Records from a data collection =>

******

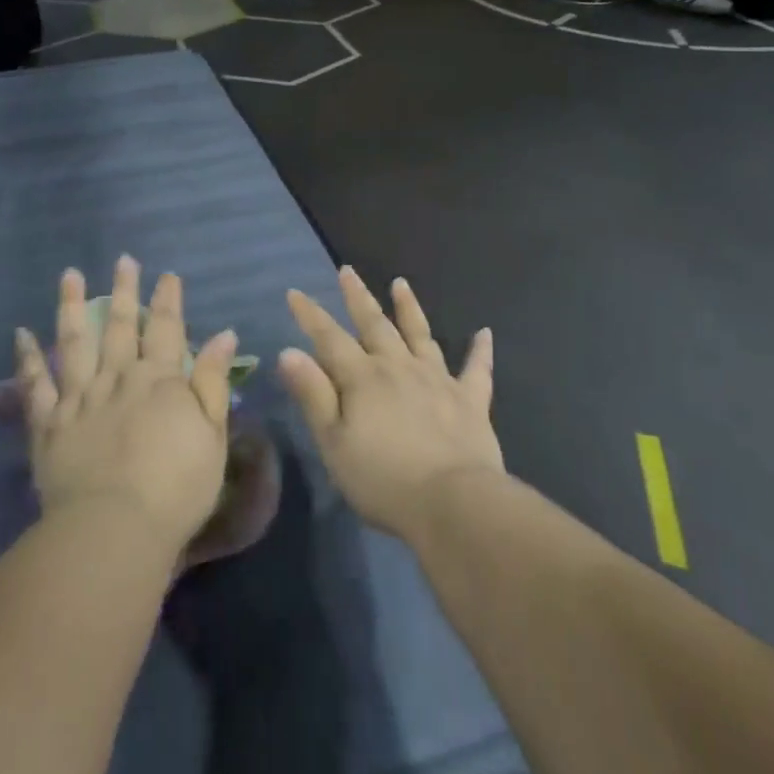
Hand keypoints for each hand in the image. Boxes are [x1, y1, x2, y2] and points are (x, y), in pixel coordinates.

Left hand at [16, 258, 239, 554]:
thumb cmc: (176, 486)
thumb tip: (224, 334)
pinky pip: (35, 384)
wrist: (115, 528)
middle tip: (123, 261)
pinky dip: (27, 358)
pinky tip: (20, 333)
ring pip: (74, 341)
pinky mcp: (49, 424)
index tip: (167, 274)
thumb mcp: (212, 434)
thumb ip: (212, 381)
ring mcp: (79, 397)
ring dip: (71, 305)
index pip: (166, 328)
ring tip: (70, 275)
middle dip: (123, 291)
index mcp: (159, 379)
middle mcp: (117, 377)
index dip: (168, 299)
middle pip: (119, 325)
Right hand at [278, 268, 501, 542]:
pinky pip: (476, 370)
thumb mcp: (334, 443)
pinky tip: (484, 333)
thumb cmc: (384, 479)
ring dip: (409, 308)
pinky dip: (480, 351)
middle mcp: (399, 367)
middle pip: (375, 324)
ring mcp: (437, 380)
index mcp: (363, 378)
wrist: (453, 503)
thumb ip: (313, 395)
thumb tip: (288, 352)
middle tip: (347, 270)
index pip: (330, 338)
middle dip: (358, 297)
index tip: (295, 292)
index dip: (310, 315)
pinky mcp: (470, 400)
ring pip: (420, 334)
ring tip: (400, 284)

******

Required work => Exactly the lines from the one holding "ring dip: (71, 305)" through the end of the data are to be repeated, with both ends included.

Output below =>
ring dip: (71, 305)
index pip: (166, 328)
ring tip: (70, 275)
middle dip: (123, 291)
index mcp: (159, 379)
middle mcp: (117, 377)
index dip: (168, 299)
middle pip: (119, 325)
Right hand at [278, 268, 501, 542]:
pinky pip: (476, 370)
thumb mcp: (334, 443)
pinky tip: (484, 333)
thumb cmc: (384, 479)
ring dip: (409, 308)
pinky dip: (480, 351)
middle mcp: (399, 367)
middle pip: (375, 324)
ring mcp: (437, 380)
index mcp: (363, 378)
wrist: (453, 503)
thumb ip: (313, 395)
thumb tip: (288, 352)
middle tip: (347, 270)
index pip: (330, 338)
middle dip: (358, 297)
index tip: (295, 292)
index dip: (310, 315)
pinky mcp: (470, 400)
ring pip: (420, 334)
ring tip: (400, 284)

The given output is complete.